Using Bad Word Filters to Boost SEO & Productivity

If you’re a webmaster, administrator, or moderator of any large blog, forum, or other community site, you’ll find that a lot of time is wasted spelling out URIs to various useful links, whether they’re to guides, reviews, downloads, or forms. On a big website with lots of members (especially that kind that don’t use the search feature), you’ll find that dozens of hours or more are wasted looking up and writing these URIs for your readers/members to follow.

Compare [url=]Windows XP dual-boot guide[/url] to XP dboot — it doesn’t take a rocket scientist to figure out which is easier, quicker, and simpler to use. But of course, your readers have no idea what “dboot guide” is or where they can find it – that’s where the “bad word filters” come in.

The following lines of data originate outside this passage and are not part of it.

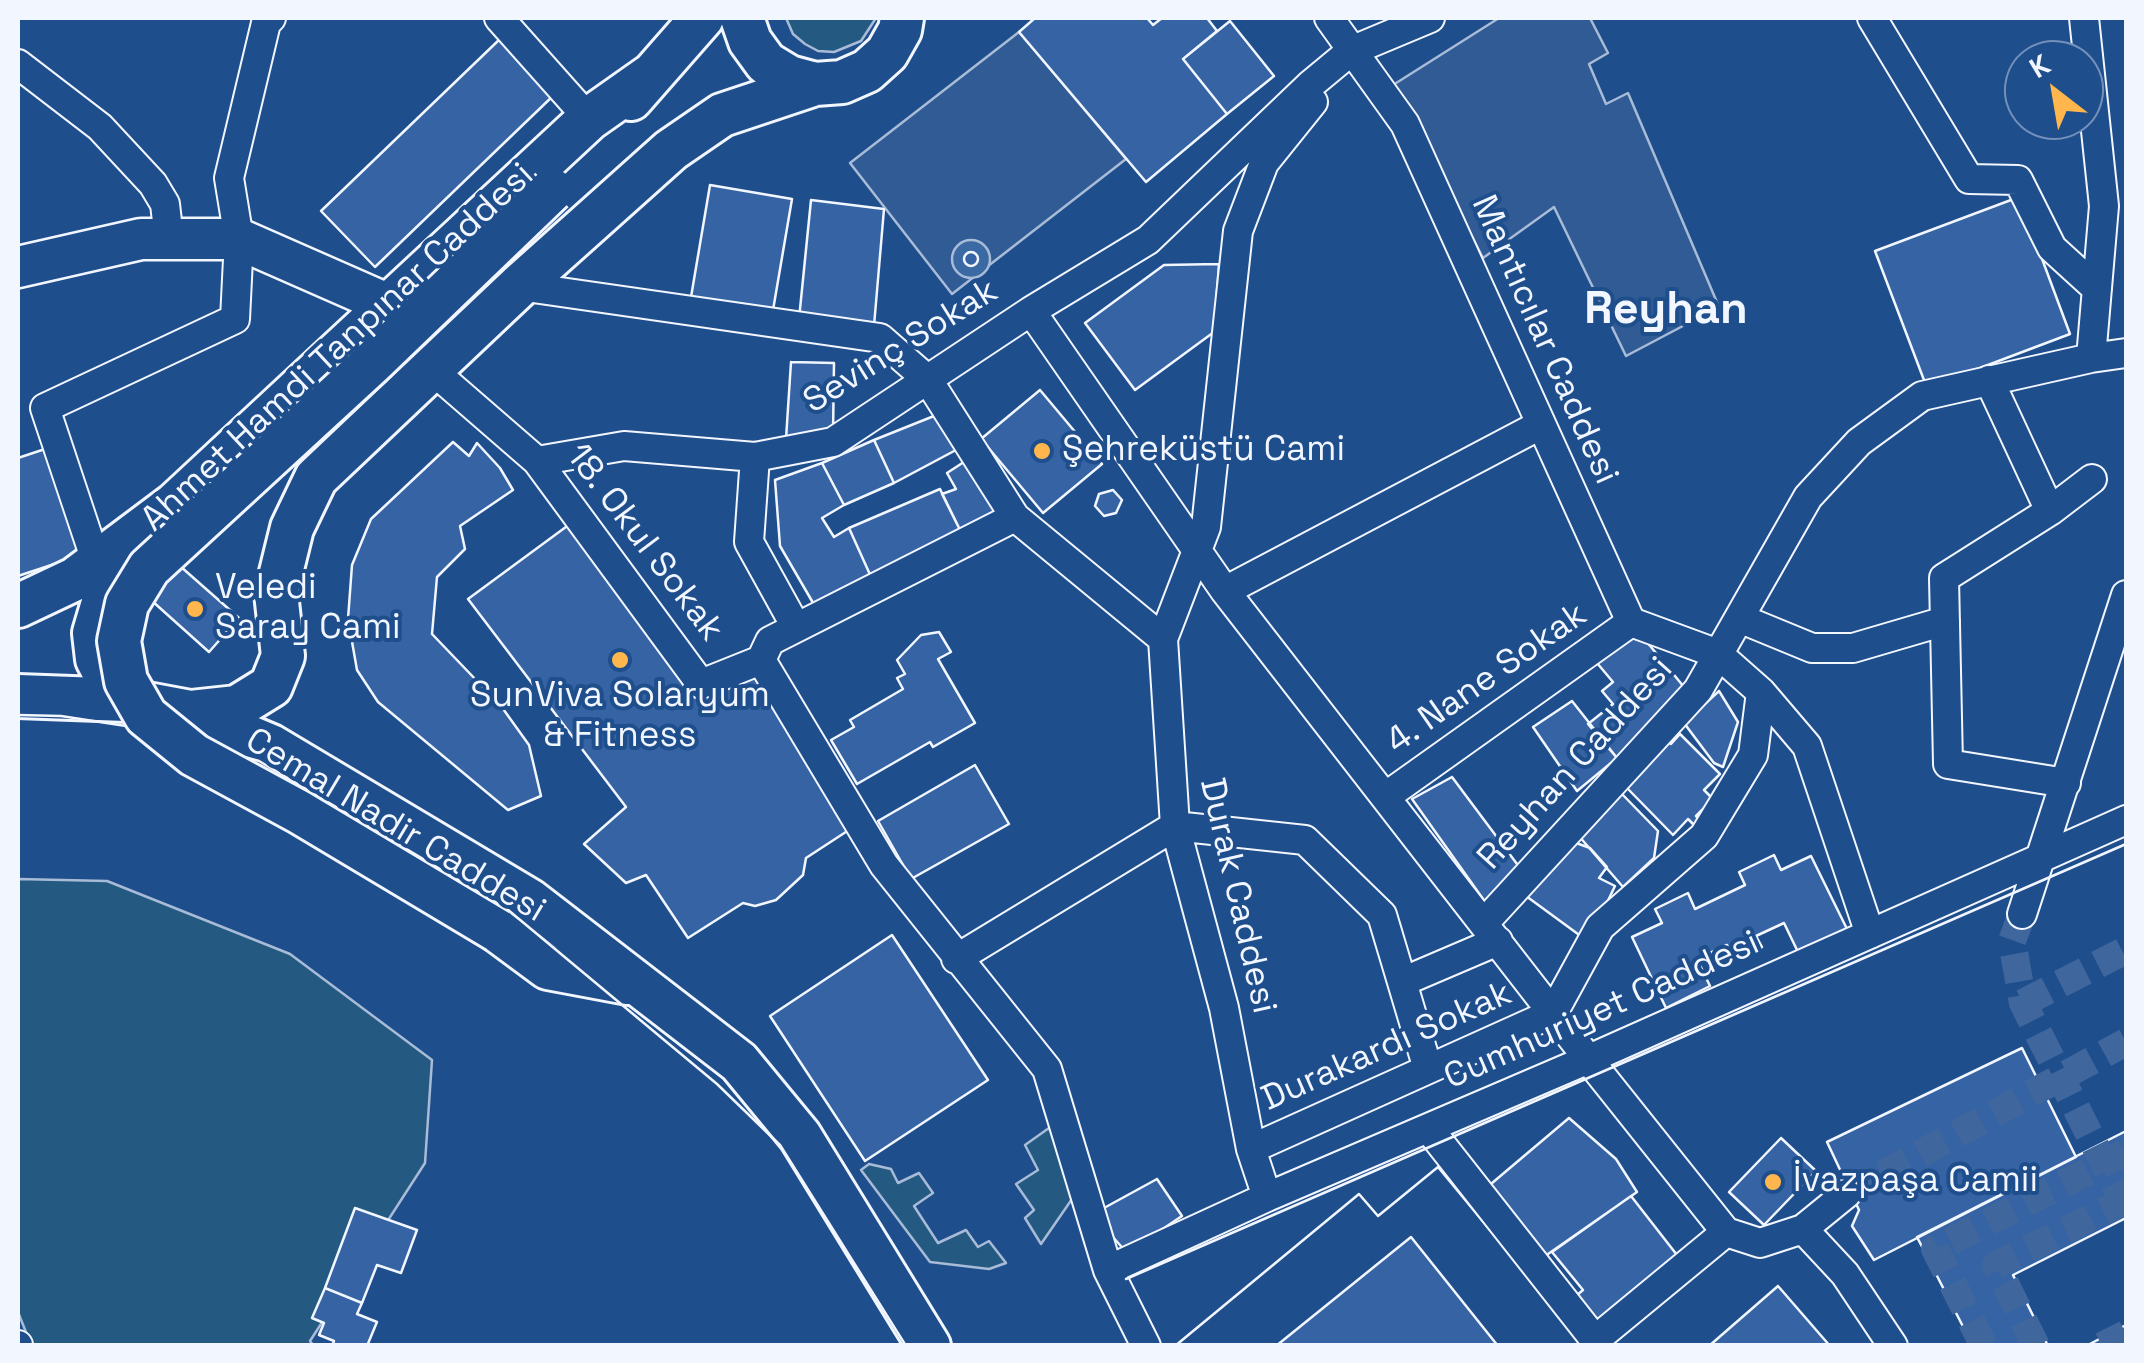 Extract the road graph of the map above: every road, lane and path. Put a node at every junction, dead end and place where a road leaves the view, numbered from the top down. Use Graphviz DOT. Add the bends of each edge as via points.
graph roads {
  1 [pos="499,18"];
  2 [pos="702,18"];
  3 [pos="742,18"];
  4 [pos="924,18"];
  5 [pos="1329,18"];
  6 [pos="1430,18"];
  7 [pos="1872,18"];
  8 [pos="2084,18"];
  9 [pos="265,19"];
  10 [pos="894,35"];
  11 [pos="1352,51"];
  12 [pos="18,64"];
  13 [pos="650,76"];
  14 [pos="815,84"];
  15 [pos="588,118"];
  16 [pos="168,239"];
  17 [pos="239,239"];
  18 [pos="18,266"];
  19 [pos="519,286"];
  20 [pos="2097,289"];
  21 [pos="387,304"];
  22 [pos="1031,312"];
  23 [pos="2126,353"];
  24 [pos="2091,358"];
  25 [pos="431,370"];
  26 [pos="928,380"];
  27 [pos="1989,380"];
  28 [pos="1540,425"];
  29 [pos="754,457"];
  30 [pos="537,461"];
  31 [pos="2092,479"];
  32 [pos="175,504"];
  33 [pos="2050,511"];
  34 [pos="1016,517"];
  35 [pos="1199,554"];
  36 [pos="97,564"];
  37 [pos="1225,590"];
  38 [pos="2126,595"];
  39 [pos="18,606"];
  40 [pos="1739,618"];
  41 [pos="1945,621"];
  42 [pos="1632,622"];
  43 [pos="796,627"];
  44 [pos="1163,639"];
  45 [pos="1718,654"];
  46 [pos="761,660"];
  47 [pos="1761,692"];
  48 [pos="18,696"];
  49 [pos="126,700"];
  50 [pos="190,712"];
  51 [pos="2066,783"];
  52 [pos="1386,797"];
  53 [pos="2126,820"];
  54 [pos="1175,826"];
  55 [pos="2041,858"];
  56 [pos="2022,914"];
  57 [pos="498,930"];
  58 [pos="1491,932"];
  59 [pos="1870,934"];
  60 [pos="956,958"];
  61 [pos="1402,982"];
  62 [pos="635,984"];
  63 [pos="1553,1012"];
  64 [pos="1594,1066"];
  65 [pos="1428,1070"];
  66 [pos="1429,1129"];
  67 [pos="1251,1149"];
  68 [pos="1846,1194"];
  69 [pos="1267,1197"];
  70 [pos="1802,1229"];
  71 [pos="1726,1232"];
  72 [pos="1108,1270"];
  73 [pos="929,1346"];
  74 [pos="1146,1346"];
  75 [pos="1893,1346"];
  1 -- 15 [label="street"];
  2 -- 13 [label="main road, Ahmet Hamdi Tanpınar Caddesi"];
  3 -- 14 [label="main road" via="766,63"];
  4 -- 10 [label="main road"];
  5 -- 11 [label="street, Mantıcılar Caddesi"];
  6 -- 11 [label="street"];
  7 -- 20 [label="street" via="1969,180 2018,180 2052,248"];
  8 -- 20 [label="street" via="2104,206"];
  9 -- 17 [label="street" via="229,178"];
  10 -- 14 [label="main road" via="867,72"];
  11 -- 22 [label="street, Sevinç Sokak" via="1148,240"];
  11 -- 28 [label="street, Mantıcılar Caddesi" via="1405,124"];
  11 -- 35 [label="street, Durak Caddesi" via="1264,162 1238,231"];
  12 -- 16 [label="street" via="100,126 154,184 166,204"];
  13 -- 15 [label="main road, Ahmet Hamdi Tanpınar Caddesi"];
  13 -- 57 [label="main road, Ahmet Hamdi Tanpınar Caddesi, bridge" via="552,190 149,568 127,604 119,641 126,681 146,716 194,755"];
  14 -- 19 [label="main road" via="722,114 671,150"];
  15 -- 21 [label="main road, Ahmet Hamdi Tanpınar Caddesi"];
  16 -- 17 [label="main road"];
  16 -- 18 [label="main road"];
  17 -- 21 [label="main road"];
  17 -- 36 [label="street" via="235,319 45,408"];
  19 -- 25 [label="main road"];
  19 -- 26 [label="street" via="880,338"];
  20 -- 24 [label="street"];
  21 -- 32 [label="main road, Ahmet Hamdi Tanpınar Caddesi"];
  22 -- 26 [label="street, Sevinç Sokak"];
  22 -- 35 [label="street"];
  23 -- 24 [label="street, Reyhan Caddesi"];
  24 -- 27 [label="street, Reyhan Caddesi"];
  25 -- 30 [label="street, 18. Okul Sokak"];
  25 -- 50 [label="main road" via="316,478 292,528 276,593 283,656 271,686 238,707"];
  26 -- 29 [label="street, Sevinç Sokak" via="833,442"];
  26 -- 34 [label="street"];
  27 -- 33 [label="street"];
  27 -- 40 [label="street, Reyhan Caddesi" via="1922,396 1859,442 1808,497"];
  28 -- 37 [label="street"];
  28 -- 42 [label="street, Mantıcılar Caddesi"];
  29 -- 30 [label="street, Sevinç Sokak" via="624,446"];
  29 -- 43 [label="street" via="749,542"];
  30 -- 46 [label="street, 18. Okul Sokak" via="701,684"];
  31 -- 33 [label="street"];
  32 -- 36 [label="main road, Ahmet Hamdi Tanpınar Caddesi"];
  32 -- 49 [label="main road" via="110,579 100,607 96,659"];
  33 -- 41 [label="street" via="1944,578"];
  34 -- 43 [label="street"];
  34 -- 44 [label="street"];
  35 -- 37 [label="street"];
  35 -- 44 [label="street, Durak Caddesi"];
  36 -- 39 [label="main road, Ahmet Hamdi Tanpınar Caddesi"];
  37 -- 52 [label="street"];
  38 -- 51 [label="street"];
  40 -- 41 [label="street" via="1812,648 1853,648"];
  40 -- 45 [label="street, Reyhan Caddesi"];
  41 -- 51 [label="street" via="1948,764"];
  42 -- 45 [label="street"];
  42 -- 52 [label="street, 4. Nane Sokak"];
  43 -- 46 [label="street" via="770,641"];
  44 -- 54 [label="street, Durak Caddesi"];
  45 -- 47 [label="street"];
  45 -- 58 [label="street, Reyhan Caddesi" via="1698,690"];
  46 -- 60 [label="street, 18. Okul Sokak" via="884,865"];
  47 -- 59 [label="street" via="1808,746"];
  47 -- 63 [label="street" via="1753,755 1704,836 1600,927"];
  48 -- 49 [label="main road, Cemal Nadir Caddesi"];
  49 -- 50 [label="main road, Cemal Nadir Caddesi"];
  50 -- 62 [label="main road, Cemal Nadir Caddesi" via="271,746 529,900"];
  51 -- 55 [label="street"];
  52 -- 58 [label="street"];
  53 -- 55 [label="street, Cumhuriyet Caddesi"];
  54 -- 60 [label="street"];
  54 -- 61 [label="street" via="1305,840 1382,915"];
  54 -- 67 [label="street, Durak Caddesi" via="1224,1008"];
  55 -- 56 [label="street"];
  55 -- 59 [label="street, Cumhuriyet Caddesi"];
  57 -- 62 [label="main road, Cemal Nadir Caddesi" via="548,968"];
  58 -- 61 [label="street"];
  58 -- 63 [label="street"];
  59 -- 64 [label="street, Cumhuriyet Caddesi"];
  60 -- 72 [label="street, 18. Okul Sokak" via="1047,1069"];
  61 -- 65 [label="street"];
  62 -- 73 [label="main road, Cemal Nadir Caddesi" via="739,1062 800,1136"];
  63 -- 64 [label="street"];
  63 -- 65 [label="street, Durakardı Sokak"];
  64 -- 66 [label="street, Cumhuriyet Caddesi"];
  64 -- 71 [label="street"];
  65 -- 67 [label="street, Durakardı Sokak"];
  66 -- 69 [label="street, Cumhuriyet Caddesi"];
  66 -- 71 [label="street" via="1595,1340"];
  67 -- 69 [label="street, Durak Caddesi"];
  68 -- 70 [label="street"];
  69 -- 72 [label="street, Cumhuriyet Caddesi"];
  70 -- 71 [label="street" via="1760,1243"];
  70 -- 75 [label="street" via="1844,1274"];
  72 -- 74 [label="street, 18. Okul Sokak"];
}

Most forums, blogs, wikis, and just about any other “web platform engines” have a plugin, module, or admin center feature to enable the filtering of swear words and their ilk. Simply create a new entry that replaces a quick and easy-to-remember “keyword” with a fully-formatted link of your choice. You can replace “qwerty” with “The quick brown fox jumps over the lazy dog” or (much more usefully) replace things like “gsearch ” with “” which lets you type things like “gsearch EasyBCD” and have them automagically replaced with the appropriate link.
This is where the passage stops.